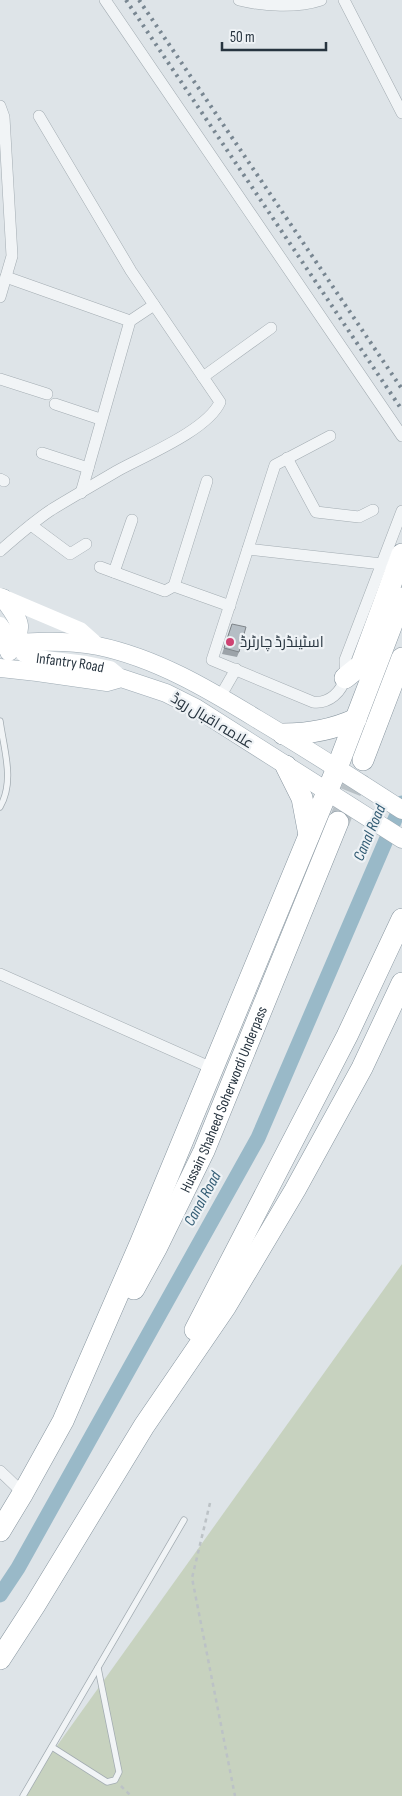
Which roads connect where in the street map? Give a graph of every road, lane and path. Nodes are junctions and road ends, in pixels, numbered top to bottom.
1 (105, 0) edge
2 (239, 0) edge
3 (321, 0) edge
4 (344, 0) edge
5 (0, 106) edge
6 (402, 113) edge
7 (39, 116) dead end
8 (2, 123) edge
9 (4, 196) edge
10 (6, 277) junction
11 (0, 297) edge
12 (154, 305) junction
13 (130, 321) junction
14 (271, 328) dead end
15 (203, 377) junction
16 (0, 379) edge
17 (47, 394) dead end
18 (55, 404) dead end
19 (100, 419) junction
20 (330, 436) dead end
21 (402, 436) edge
22 (42, 453) dead end
23 (287, 458) junction
24 (88, 468) junction
25 (207, 481) dead end
26 (81, 493) junction
27 (374, 510) dead end
28 (402, 511) edge
29 (132, 520) dead end
30 (31, 525) junction
31 (86, 544) dead end
32 (248, 549) junction
33 (0, 550) edge
34 (402, 554) edge
35 (382, 564) junction
36 (100, 567) dead end
37 (114, 572) junction
38 (174, 586) junction
39 (2, 597) edge
40 (402, 598) edge
41 (230, 606) junction
42 (0, 625) edge
43 (8, 644) edge
44 (98, 646) junction
45 (402, 658) edge
46 (0, 668) edge
47 (236, 669) junction
48 (121, 678) junction
49 (345, 678) junction
50 (220, 697) junction
51 (356, 719) junction
52 (0, 721) edge
53 (283, 734) junction
54 (363, 760) tunnel mouth
55 (286, 766) junction
56 (337, 768) junction
57 (327, 790) junction
58 (0, 807) edge
59 (402, 810) edge
60 (338, 822) tunnel mouth
61 (309, 835) junction
62 (402, 839) edge
63 (402, 919) edge
64 (0, 974) edge
65 (402, 982) edge
66 (212, 1068) junction
67 (63, 1422) junction
68 (144, 1426) junction
69 (0, 1472) edge
70 (23, 1493) junction
71 (210, 1503) dead end
72 (184, 1520) dead end
73 (0, 1531) edge
74 (0, 1659) edge
75 (98, 1668) junction
76 (52, 1747) junction
77 (115, 1780) junction
78 (23, 1796) edge
79 (131, 1796) edge
80 (235, 1796) edge

1 - 21 street
2 - 3 street
4 - 6 street
5 - 8 street
7 - 12 street
8 - 9 street
9 - 10 street
10 - 11 street
10 - 13 street
12 - 13 street
12 - 15 street
13 - 19 street
14 - 15 street
15 - 26 street
16 - 17 street
18 - 19 street
19 - 24 street
20 - 23 street
22 - 24 street
23 - 27 street
23 - 32 street
24 - 26 street
25 - 38 street
26 - 30 street
28 - 35 street
29 - 37 street
30 - 31 street
30 - 33 street
32 - 35 street
32 - 41 street
34 - 49 highway
35 - 49 street
36 - 37 street
37 - 38 street
38 - 41 street
39 - 43 main road
39 - 44 main road, Infantry Road
40 - 51 highway
41 - 47 street
42 - 43 main road, Infantry Road
43 - 44 main road, علامہ اقبال روڈ
43 - 46 main road
43 - 48 main road, Infantry Road
44 - 50 main road, علامہ اقبال روڈ
45 - 54 highway
46 - 48 main road, علامہ اقبال روڈ
47 - 49 street
47 - 50 street
48 - 55 main road, علامہ اقبال روڈ
50 - 53 main road, علامہ اقبال روڈ
51 - 53 highway
51 - 56 highway
52 - 58 lane
53 - 56 main road, علامہ اقبال روڈ
55 - 57 main road, علامہ اقبال روڈ
55 - 61 highway
56 - 57 highway
56 - 59 main road, علامہ اقبال روڈ
57 - 61 highway
57 - 62 main road, علامہ اقبال روڈ
60 - 67 highway, Hussain Shaheed Soherwordi Underpass
61 - 66 highway
63 - 68 highway
64 - 66 street
65 - 68 highway
66 - 67 highway
67 - 70 highway
68 - 74 highway
69 - 70 street
70 - 73 highway
71 - 80 path
72 - 75 lane
75 - 76 lane
75 - 77 lane
76 - 77 lane
76 - 78 lane
77 - 79 path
========================
## ACTIVITY
Repeat the records exactly, without the pictures.

## RESULT FOR THIS TASK
Which roads connect where in the street map? Give a graph of every road, lane and path. Nodes are junctions and road ends, in pixels, numbered top to bottom.
1 (105, 0) edge
2 (239, 0) edge
3 (321, 0) edge
4 (344, 0) edge
5 (0, 106) edge
6 (402, 113) edge
7 (39, 116) dead end
8 (2, 123) edge
9 (4, 196) edge
10 (6, 277) junction
11 (0, 297) edge
12 (154, 305) junction
13 (130, 321) junction
14 (271, 328) dead end
15 (203, 377) junction
16 (0, 379) edge
17 (47, 394) dead end
18 (55, 404) dead end
19 (100, 419) junction
20 (330, 436) dead end
21 (402, 436) edge
22 (42, 453) dead end
23 (287, 458) junction
24 (88, 468) junction
25 (207, 481) dead end
26 (81, 493) junction
27 (374, 510) dead end
28 (402, 511) edge
29 (132, 520) dead end
30 (31, 525) junction
31 (86, 544) dead end
32 (248, 549) junction
33 (0, 550) edge
34 (402, 554) edge
35 (382, 564) junction
36 (100, 567) dead end
37 (114, 572) junction
38 (174, 586) junction
39 (2, 597) edge
40 (402, 598) edge
41 (230, 606) junction
42 (0, 625) edge
43 (8, 644) edge
44 (98, 646) junction
45 (402, 658) edge
46 (0, 668) edge
47 (236, 669) junction
48 (121, 678) junction
49 (345, 678) junction
50 (220, 697) junction
51 (356, 719) junction
52 (0, 721) edge
53 (283, 734) junction
54 (363, 760) tunnel mouth
55 (286, 766) junction
56 (337, 768) junction
57 (327, 790) junction
58 (0, 807) edge
59 (402, 810) edge
60 (338, 822) tunnel mouth
61 (309, 835) junction
62 (402, 839) edge
63 (402, 919) edge
64 (0, 974) edge
65 (402, 982) edge
66 (212, 1068) junction
67 (63, 1422) junction
68 (144, 1426) junction
69 (0, 1472) edge
70 (23, 1493) junction
71 (210, 1503) dead end
72 (184, 1520) dead end
73 (0, 1531) edge
74 (0, 1659) edge
75 (98, 1668) junction
76 (52, 1747) junction
77 (115, 1780) junction
78 (23, 1796) edge
79 (131, 1796) edge
80 (235, 1796) edge

1 - 21 street
2 - 3 street
4 - 6 street
5 - 8 street
7 - 12 street
8 - 9 street
9 - 10 street
10 - 11 street
10 - 13 street
12 - 13 street
12 - 15 street
13 - 19 street
14 - 15 street
15 - 26 street
16 - 17 street
18 - 19 street
19 - 24 street
20 - 23 street
22 - 24 street
23 - 27 street
23 - 32 street
24 - 26 street
25 - 38 street
26 - 30 street
28 - 35 street
29 - 37 street
30 - 31 street
30 - 33 street
32 - 35 street
32 - 41 street
34 - 49 highway
35 - 49 street
36 - 37 street
37 - 38 street
38 - 41 street
39 - 43 main road
39 - 44 main road, Infantry Road
40 - 51 highway
41 - 47 street
42 - 43 main road, Infantry Road
43 - 44 main road, علامہ اقبال روڈ
43 - 46 main road
43 - 48 main road, Infantry Road
44 - 50 main road, علامہ اقبال روڈ
45 - 54 highway
46 - 48 main road, علامہ اقبال روڈ
47 - 49 street
47 - 50 street
48 - 55 main road, علامہ اقبال روڈ
50 - 53 main road, علامہ اقبال روڈ
51 - 53 highway
51 - 56 highway
52 - 58 lane
53 - 56 main road, علامہ اقبال روڈ
55 - 57 main road, علامہ اقبال روڈ
55 - 61 highway
56 - 57 highway
56 - 59 main road, علامہ اقبال روڈ
57 - 61 highway
57 - 62 main road, علامہ اقبال روڈ
60 - 67 highway, Hussain Shaheed Soherwordi Underpass
61 - 66 highway
63 - 68 highway
64 - 66 street
65 - 68 highway
66 - 67 highway
67 - 70 highway
68 - 74 highway
69 - 70 street
70 - 73 highway
71 - 80 path
72 - 75 lane
75 - 76 lane
75 - 77 lane
76 - 77 lane
76 - 78 lane
77 - 79 path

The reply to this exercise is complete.